* To do
Give all of the data again exactly as written, omitting every image.

(Named joint coordinates)
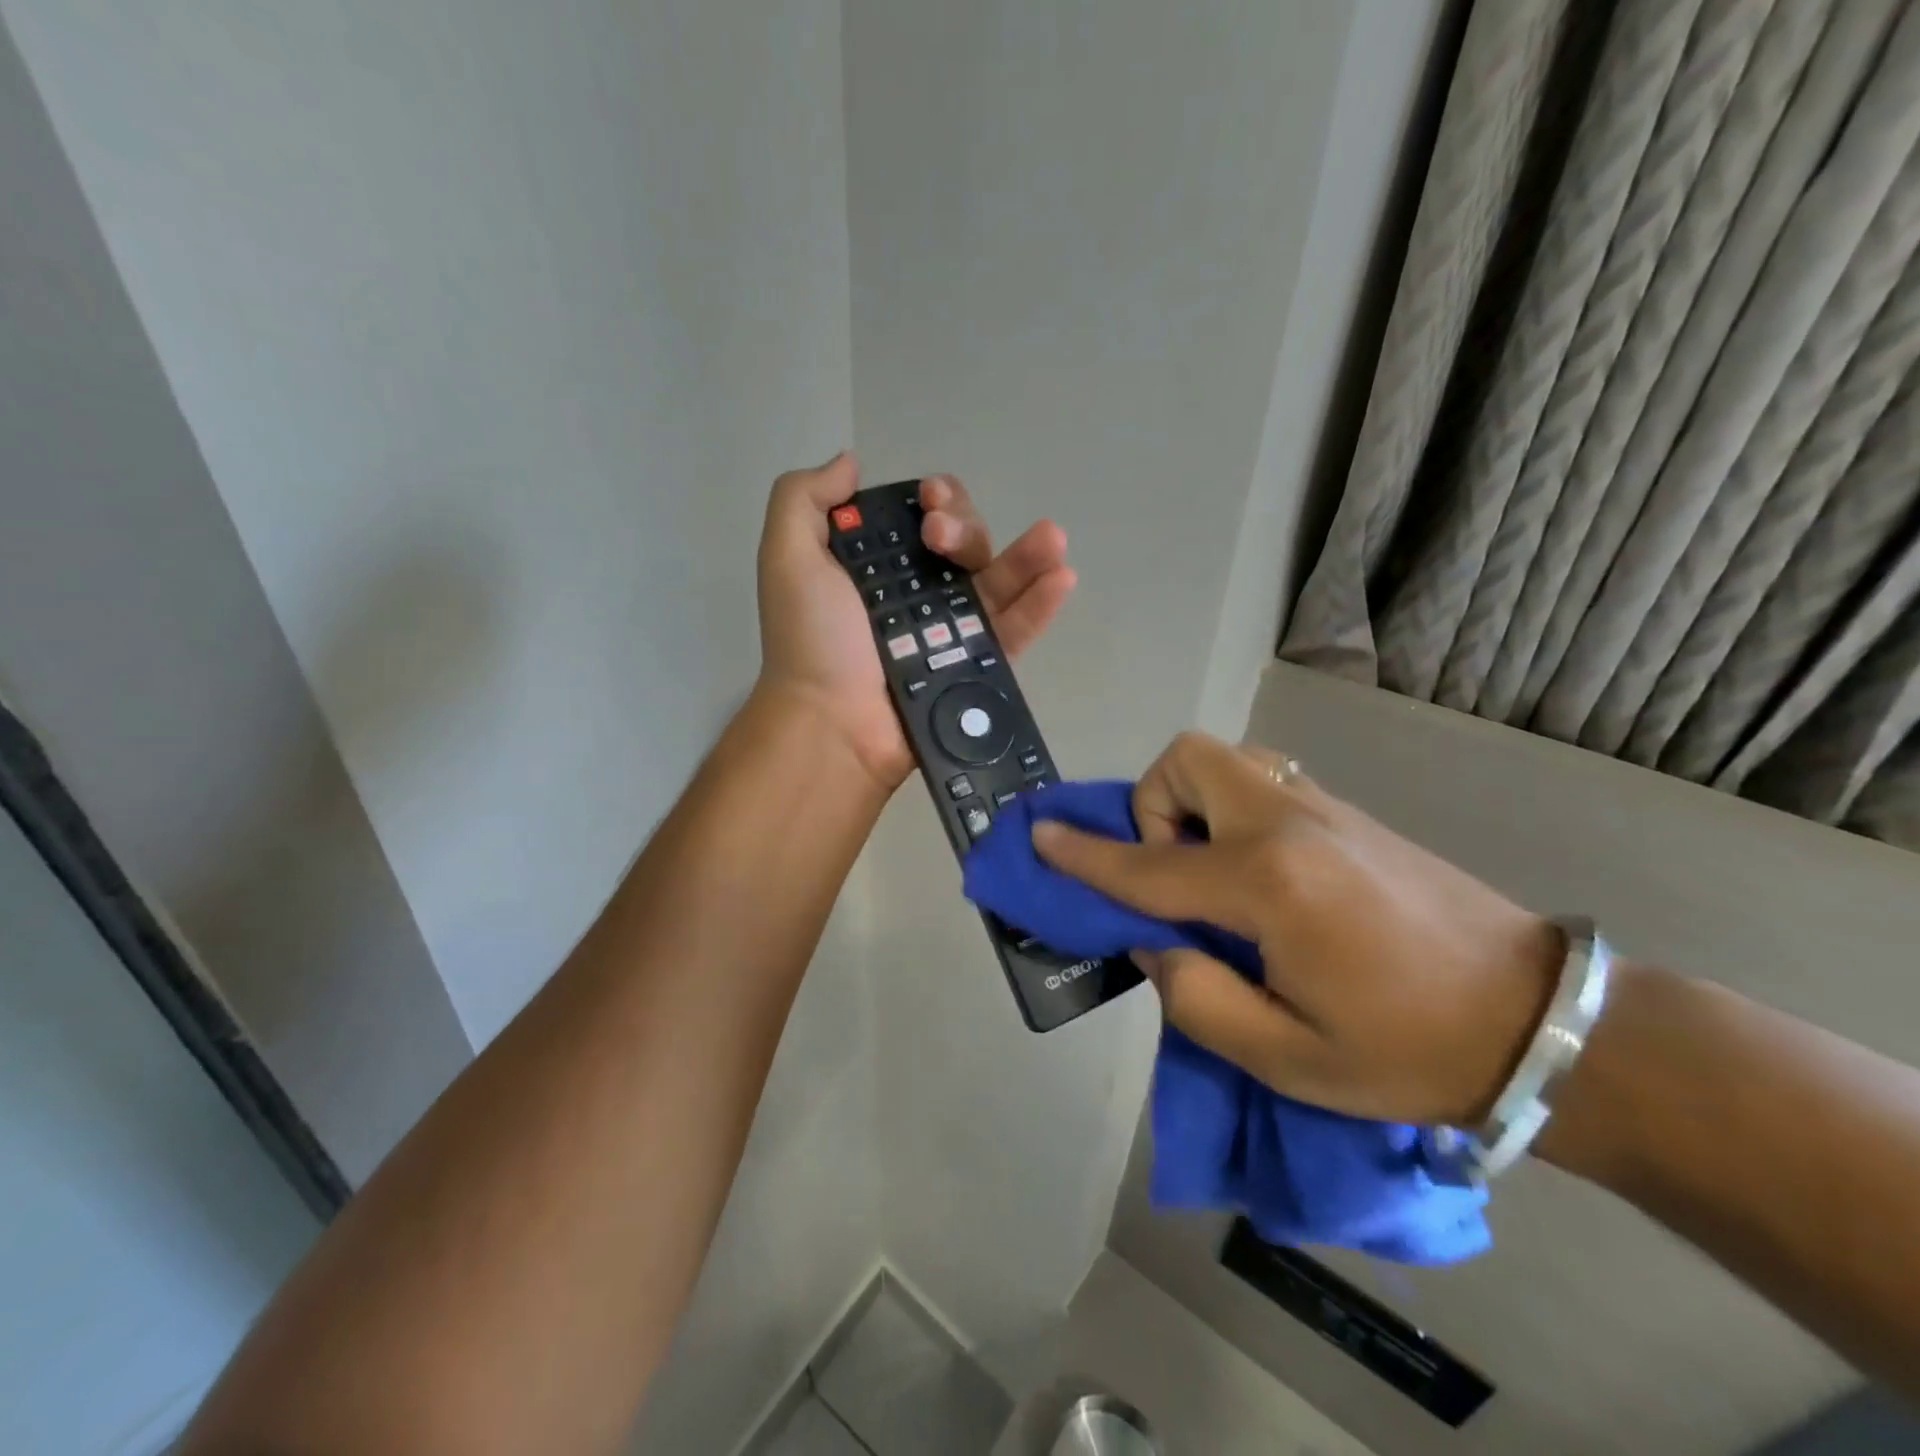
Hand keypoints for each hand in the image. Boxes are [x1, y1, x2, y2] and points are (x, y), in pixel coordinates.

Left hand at [756, 454, 1077, 790]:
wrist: (832, 723)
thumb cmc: (811, 641)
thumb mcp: (787, 557)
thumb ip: (803, 499)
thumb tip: (851, 463)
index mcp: (878, 568)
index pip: (920, 520)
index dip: (934, 501)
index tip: (929, 499)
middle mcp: (917, 595)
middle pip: (963, 546)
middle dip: (964, 528)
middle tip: (942, 540)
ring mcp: (951, 633)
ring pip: (997, 583)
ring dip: (1028, 555)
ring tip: (1052, 539)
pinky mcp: (976, 667)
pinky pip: (1014, 631)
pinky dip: (1040, 605)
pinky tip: (1062, 577)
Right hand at [1032, 731, 1562, 1126]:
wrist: (1538, 1020)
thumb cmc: (1409, 1049)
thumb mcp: (1288, 1058)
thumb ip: (1197, 998)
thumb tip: (1155, 942)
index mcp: (1268, 884)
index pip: (1149, 864)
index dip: (1086, 855)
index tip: (1041, 836)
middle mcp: (1287, 824)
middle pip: (1187, 762)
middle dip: (1152, 807)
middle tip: (1173, 874)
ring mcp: (1321, 808)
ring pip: (1224, 759)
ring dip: (1191, 802)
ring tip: (1210, 870)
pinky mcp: (1345, 812)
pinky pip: (1260, 779)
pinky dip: (1228, 806)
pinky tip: (1256, 869)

* Written answer
Hand keypoints for each hand in the image. Boxes are [x1, y1, x2, y2] and points are (x, y), in pixel coordinates.

Left hand at [756, 454, 1077, 790]:
wrist: (832, 723)
thumb cmc: (811, 641)
thumb mcp: (787, 557)
thumb ip: (803, 499)
thumb tip: (851, 463)
index mcp: (878, 568)
index pip: (920, 520)
index dip: (934, 501)
index tip: (929, 499)
middle mcp: (917, 595)
middle pip: (963, 546)
middle dip: (964, 528)
middle tip: (942, 540)
ring mcp: (951, 633)
ring pip: (997, 583)
ring dip: (1028, 555)
ring tip: (1052, 539)
pinky mcp: (976, 667)
pinky pip: (1014, 631)
pinky dip: (1040, 605)
pinky tip: (1062, 577)
Right hand at [1032, 731, 1562, 1126]:
wrist: (1538, 1020)
thumb cmc: (1409, 1049)
thumb mcp: (1288, 1058)
thumb ip: (1197, 998)
thumb tip: (1155, 942)
index mcp: (1268, 884)
index pip: (1149, 864)
index dip: (1086, 855)
index tip: (1041, 836)
middle mcp: (1287, 824)
middle pip: (1187, 762)
middle dip: (1152, 807)
middle tip: (1173, 874)
ring mcp: (1321, 808)
ring pip: (1224, 759)
ring dip: (1191, 802)
ring tip: (1210, 870)
pinky mcp: (1345, 812)
pinky pip: (1260, 779)
pinky dip: (1228, 806)
pinky tip: (1256, 869)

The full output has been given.